What is Layered Architecture?

Layered architecture is a design pattern that organizes your application into logical layers, each with a clear responsibility. It's the most common pattern for Java REST APIs using Spring Boot.

Layer Responsibility
Controller Handles HTTP requests and responses, maps endpoints, delegates to service
Service Contains business logic, validation, orchestration of data
Repository Manages data access, such as database operations

Key Benefits

  • 🧩 Clear separation of concerns
  • 🧪 Easier to test and maintain
  • 🚀 Promotes code reuse and scalability

Why Layers?

In the Java ecosystem, we follow the Principle of Single Responsibility. By isolating the database logic from the REST logic, we can swap a MySQL database for MongoDB without ever touching our REST Controller.

The "Angular Developer" Mental Map

Java Layer Angular Equivalent Responsibility
Controller Component / Route Receiving the "event" (HTTP call) and returning a View/Data
Service Service (@Injectable) Calculating data, handling state, and sharing logic
Repository HttpClient + Store Interacting with the external data source (the DB)
DTO/Entity Interface / Model Defining the shape of the data

Implementation Example

We’ll use a Book Management system. Notice the use of @RequiredArgsConstructor—it's the modern Java way to do Dependency Injection (instead of the older @Autowired on fields).

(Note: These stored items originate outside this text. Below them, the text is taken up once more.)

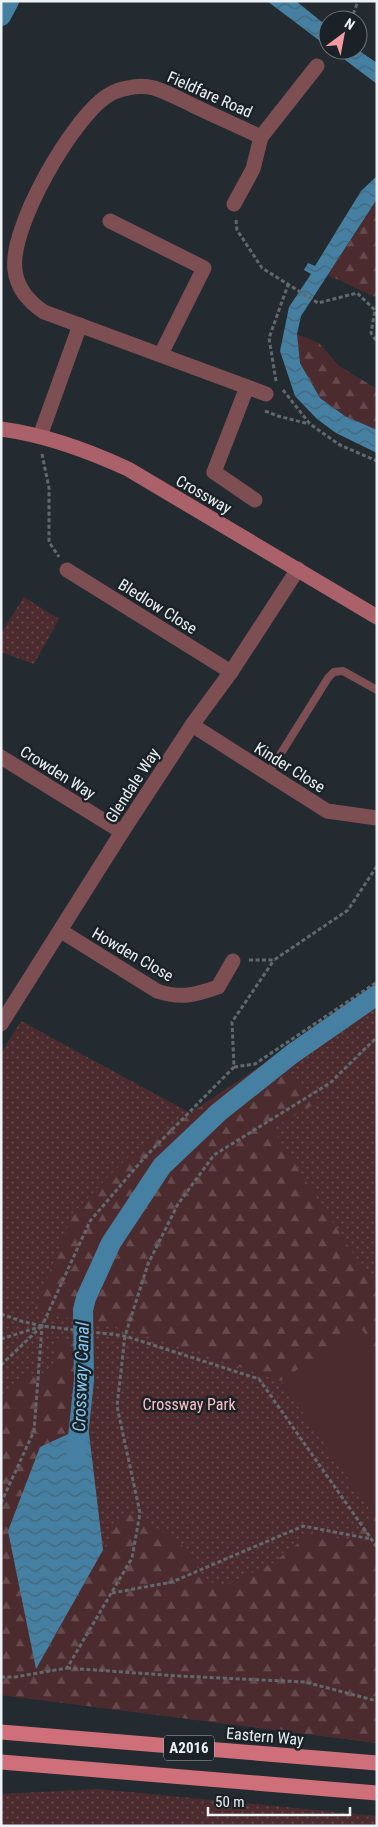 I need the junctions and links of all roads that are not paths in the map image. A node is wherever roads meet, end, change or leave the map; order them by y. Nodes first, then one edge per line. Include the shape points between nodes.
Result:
1 (317, 66) dead end
2 (261, 137) junction
3 (234, 204) road end
4 (110, 221) dead end
5 (80, 325) junction
6 (161, 354) junction
7 (247, 387) junction
8 (266, 394) dead end
9 (1, 429) edge
10 (40, 442) junction
11 (255, 500) dead end
12 (298, 569) junction
13 (67, 570) dead end
14 (377, 618) edge
15 (231, 672) junction
16 (377, 690) edge
17 (192, 725) junction
18 (1, 757) edge
19 (268, 774) junction
20 (377, 818) edge
21 (122, 832) junction
22 (61, 931) junction
23 (233, 961) road end
24 (1, 1024) edge
25 (1, 1723) edge
26 (1, 1732) edge
27 (78, 1738) junction
28 (1, 1762) edge
29 (377, 1763) edge
30 (78, 1769) junction
31 (1, 1772) edge
32 (377, 1793) edge

1 - 2 street, Fieldfare Road
2 - 3 street, Fieldfare Road via 253,169
2 - 5 street, Fieldfare Road via 153,88 127,88 106,97 73,134 46,174 24,223 14,259 17,280 28,298 44,312
4 - 6 street via 204,268
5 - 6 street, Fieldfare Road
5 - 10 street
6 - 7 street, Fieldfare Road
7 - 8 street, Fieldfare Road
7 - 11 street via 214,472
9 - 10 street, Crossway
10 - 12 street, Crossway via 84,450 128,469
12 - 14 street, Crossway
12 - 15 street, Glendale Way
13 - 15 street, Bledlow Close
15 - 17 street, Glendale Way
16 - 19 lane via 343,671 334,672
17 - 19 street, Kinder Close
17 - 21 street, Glendale Way
18 - 21 street, Crowden Way
19 - 20 street, Kinder Close via 326,811
21 - 22 street, Glendale Way
22 - 23 street, Howden Close via 157,992 171,996 198,994 218,987
22 - 24 street, Glendale Way
25 - 27 main road
26 - 27 main road, Eastern Way / A2016
27 - 29 main road, Eastern Way / A2016
28 - 30 main road, A2016
30 - 31 main road
30 - 32 main road, A2016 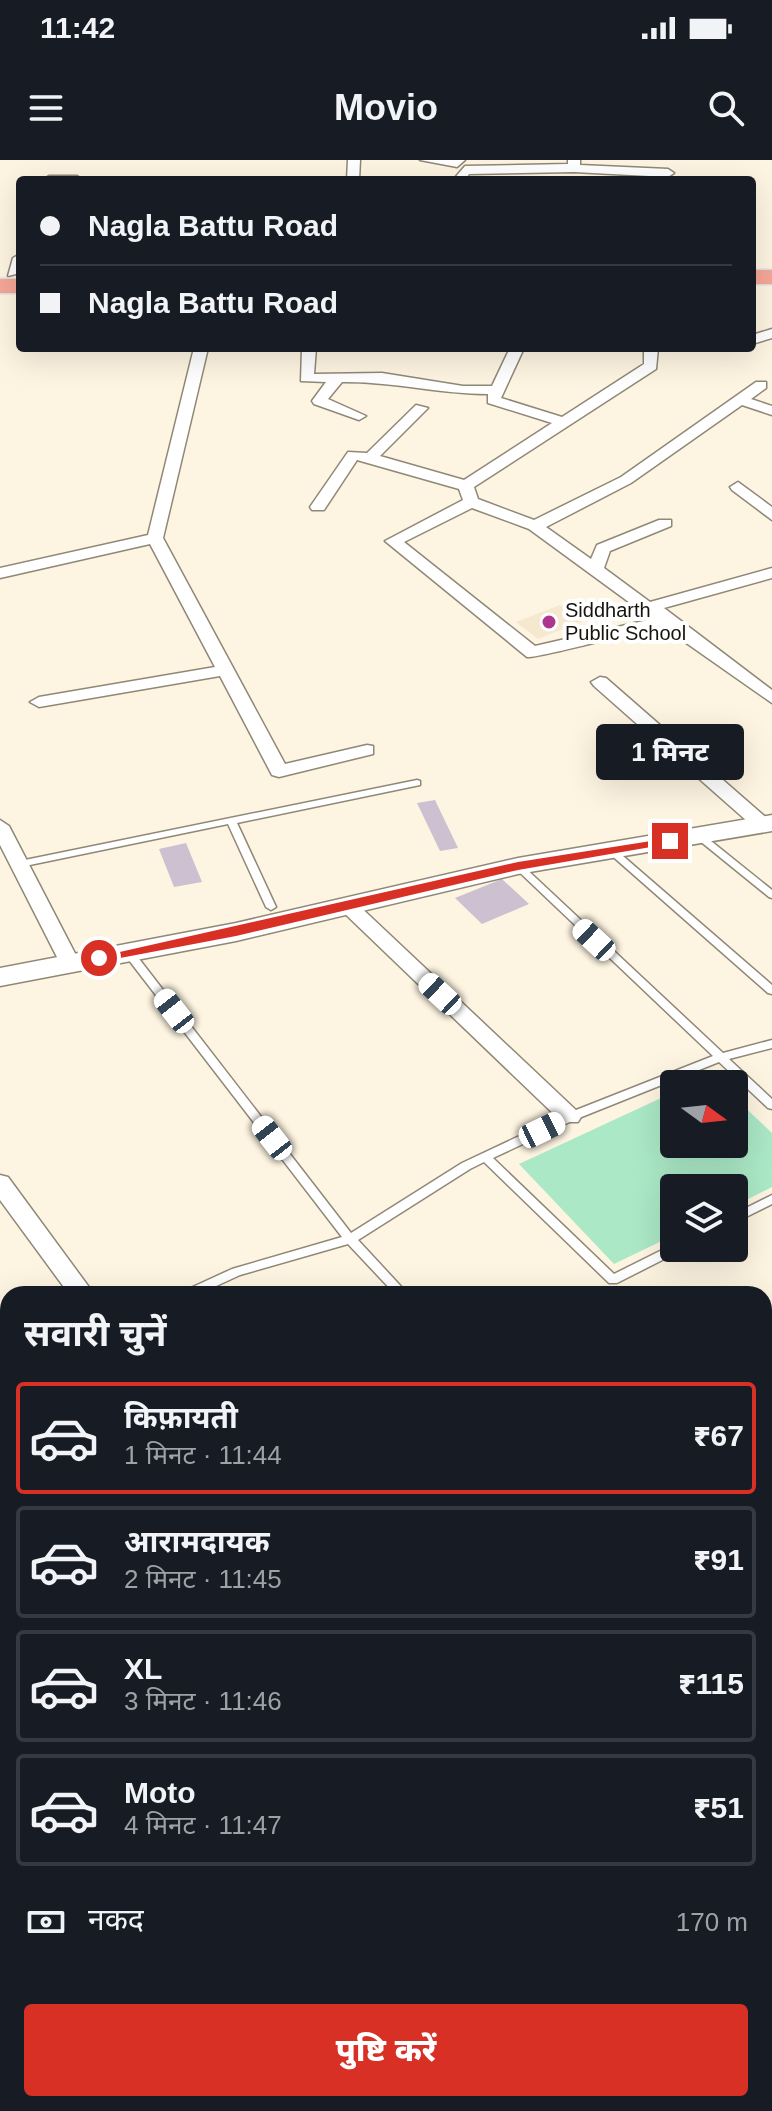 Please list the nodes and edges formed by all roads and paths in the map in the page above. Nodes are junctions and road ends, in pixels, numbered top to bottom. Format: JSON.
{"nodes":[{"id":1,"x":426,"y":160,"type":"edge"},
{"id":2,"x":459,"y":160,"type":"edge"},
{"id":3,"x":574,"y":164,"type":"edge"},
{"id":4,"x":487,"y":165,"type":"edge"},
{"id":5,"x":668,"y":173,"type":"dead end"},
{"id":6,"x":461,"y":176,"type":"edge"},
{"id":7,"x":200,"y":352,"type":"edge"},
{"id":8,"x":309,"y":352,"type":"edge"},
{"id":9,"x":515,"y":352,"type":"edge"},
{"id":10,"x":651,"y":352,"type":"edge"},
{"id":11,"x":337,"y":378,"type":"junction"},
{"id":12,"x":761,"y":385,"type":"dead end"},
{"id":13,"x":498,"y":390,"type":"junction"},
{"id":14,"x":740,"y":400,"type":"junction"},
{"id":15,"x":421,"y":408,"type":"dead end"},
{"id":16,"x":772,"y":411,"type":"edge"},
{"id":17,"x":359,"y":416,"type":"dead end"},
{"id":18,"x":564,"y":422,"type":"junction"},
{"id":19,"x":370,"y":458,"type":"junction"},
{"id":20,"x":738,"y":487,"type":"dead end"},
{"id":21,"x":469,"y":494,"type":"junction"},
{"id":22,"x":318,"y":507,"type":"dead end"},
{"id":23,"x":772,"y":515,"type":"edge"},
{"id":24,"x":665,"y":523,"type":"dead end"},
{"id":25,"x":535,"y":526,"type":"junction"},
{"id":26,"x":155,"y":538,"type":"junction"},
{"id":27,"x":595,"y":569,"type":"junction"},
{"id":28,"x":0,"y":573,"type":"edge"},
{"id":29,"x":772,"y":573,"type":"edge"},
{"id":30,"x":664,"y":621,"type":"junction"},
{"id":31,"x":225,"y":670,"type":"junction"},
{"id":32,"x":600,"y":682,"type":"dead end"},
{"id":33,"x":772,"y":698,"type":"edge"},
{"id":34,"x":39,"y":702,"type":"dead end"},
{"id":35,"x":367,"y":750,"type":"dead end"},
{"id":36,"x":417,"y":783,"type":"dead end"},
{"id":37,"x":231,"y":820,"type":"junction"},
{"id":38,"x":768,"y":824,"type":"edge"},
{"id":39,"x":0,"y":826,"type":"edge"},
{"id":40,"x":698,"y":835,"type":"junction"},
{"id":41,"x":613,"y":852,"type":"junction"},
{"id":42,"x":20,"y":864,"type":"junction"},
{"id":43,"x":518,"y":866,"type":"junction"},
{"id":44,"x":772,"y":895,"type":"edge"},
{"id":45,"x":347,"y":905,"type":"junction"},
{"id":46,"x":271,"y":907,"type":"dead end"},
{"id":47,"x":129,"y":953,"type":"junction"},
{"id":48,"x":70,"y":963,"type":"junction"},
{"id":49,"x":0,"y":977,"type":"edge"},
{"id":50,"x":772,"y":991,"type":"edge"},
{"id":51,"x":772,"y":1044,"type":"edge"},
{"id":52,"x":721,"y":1057,"type":"junction"},
{"id":53,"x":772,"y":1105,"type":"edge"},
{"id":54,"x":570,"y":1117,"type":"junction"},
{"id":55,"x":485,"y":1157,"type":"junction"},
{"id":56,"x":0,"y":1183,"type":"edge"},
{"id":57,"x":772,"y":1199,"type":"edge"},
{"id":58,"x":748,"y":1212,"type":"edge"},
{"id":59,"x":350,"y":1239,"type":"junction"},
{"id":60,"x":660,"y":1256,"type":"edge"},
{"id":61,"x":76,"y":1286,"type":"edge"},
{"id":62,"x":205,"y":1286,"type":"edge"},
{"id":63,"x":394,"y":1286,"type":"edge"}],
"edges":[{"from":1,"to":2,"type":"street"},
{"from":3,"to":4,"type":"street"},
{"from":3,"to":5,"type":"street"},
{"from":4,"to":6,"type":"street"},
{"from":7,"to":26,"type":"street"},
{"from":8,"to":11,"type":"street"},
{"from":9,"to":13,"type":"street"},
{"from":10,"to":18,"type":"street"},
{"from":11,"to":13,"type":"street"},
{"from":11,"to":17,"type":"street"},
{"from":12,"to":14,"type":"street"},
{"from":13,"to":18,"type":"street"},
{"from":14,"to":16,"type":"street"},
{"from":14,"to":25,"type":"street"},
{"from":15,"to":19,"type":"street"},
{"from":18,"to":21,"type":"street"},
{"from":19,"to":21,"type":"street"},
{"from":19,"to":22,"type":"street"},
{"from":20,"to":23,"type":"street"},
{"from":21,"to":25,"type":"street"},
{"from":21,"to":30,"type":"street"},
{"from":24,"to":27,"type":"street"},
{"from":25,"to":27,"type":"street"},
{"from":26,"to":28,"type":"street"},
{"from":26,"to":31,"type":"street"},
{"from":27,"to":30,"type":"street"},
{"from":29,"to":30,"type":"street"},
{"from":30,"to":33,"type":"street"},
{"from":31,"to":34,"type":"street"},
{"from":31,"to":35,"type":"street"},
{"from":32,"to":38,"type":"street"},
{"from":36,"to":37,"type":"lane"},
{"from":37,"to":42,"type":"lane"},
{"from":37,"to":46,"type":"lane"},
{"from":38,"to":40,"type":"street"},
{"from":39,"to":42,"type":"street"},
{"from":40,"to":41,"type":"street"},
{"from":40,"to":44,"type":"lane"},
{"from":41,"to":43,"type":"street"},
{"from":41,"to":50,"type":"lane"},
{"from":42,"to":48,"type":"street"},
{"from":43,"to":45,"type":"street"},
{"from":43,"to":52,"type":"lane"},
{"from":45,"to":47,"type":"street"},
{"from":45,"to":54,"type":"street"},
{"from":47,"to":48,"type":"street"},
{"from":47,"to":59,"type":"lane"},
{"from":48,"to":49,"type":"street"},
{"from":51,"to":52,"type":"lane"},
{"from":52,"to":53,"type":"lane"},
{"from":52,"to":54,"type":"lane"},
{"from":54,"to":55,"type":"lane"},
{"from":55,"to":59,"type":"lane"},
{"from":55,"to":60,"type":"lane"},
{"from":56,"to":61,"type":"street"},
{"from":57,"to":58,"type":"lane"},
{"from":59,"to":62,"type":"lane"},
{"from":59,"to":63,"type":"lane"}]}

1. The Controller (The API Surface)

@RestController
@RequestMapping("/api/v1/books")
@RequiredArgsConstructor 
public class BookController {
    private final BookService bookService; // Final fields + RequiredArgsConstructor = Clean DI

    @GetMapping
    public ResponseEntity<List<BookResponse>> getAllBooks() {
        return ResponseEntity.ok(bookService.fetchAllBooks());
    }
}

2. The Service (Business Logic)

@Service
@RequiredArgsConstructor
public class BookService {
    private final BookRepository repository;

    @Transactional(readOnly = true)
    public List<BookResponse> fetchAllBooks() {
        return repository.findAll().stream()
                .map(book -> new BookResponse(book.getId(), book.getTitle()))
                .toList(); // Java 17+ syntax
    }
}

3. The Repository (Data Access)

@Repository
public interface BookRepository extends JpaRepository<BookEntity, Long> {
    // You get CRUD for free! No implementation code needed.
}

Lab Instructions

  1. Create a new Spring Boot project with the above structure.
  2. Implement a simple REST API for managing books using Controller, Service, and Repository layers.
  3. Add a new endpoint to fetch all books.
  4. (Optional) Add endpoints for creating, updating, and deleting books.

Angular Perspective

  • Similar to Angular's separation of concerns: Components (UI), Services (logic), and HttpClient (data access).
  • Promotes modular, testable code in both frontend and backend.

Real-World Use Case

Suppose you’re building an online bookstore. The controller handles HTTP requests for books, the service layer contains business rules (e.g., discounts, stock checks), and the repository interacts with the database.

Comparison with Other Architectures

Architecture Pros Cons
Layered Simple, maintainable, testable Can become rigid for large systems
Hexagonal Flexible, good for integrations More complex, steeper learning curve
Microkernel Great for plugin-based systems Overkill for most REST APIs

Best Practices

  • Keep controllers thin—move logic to services.
  • Use interfaces for services and repositories for easier testing.
  • Avoid direct database access in controllers or services.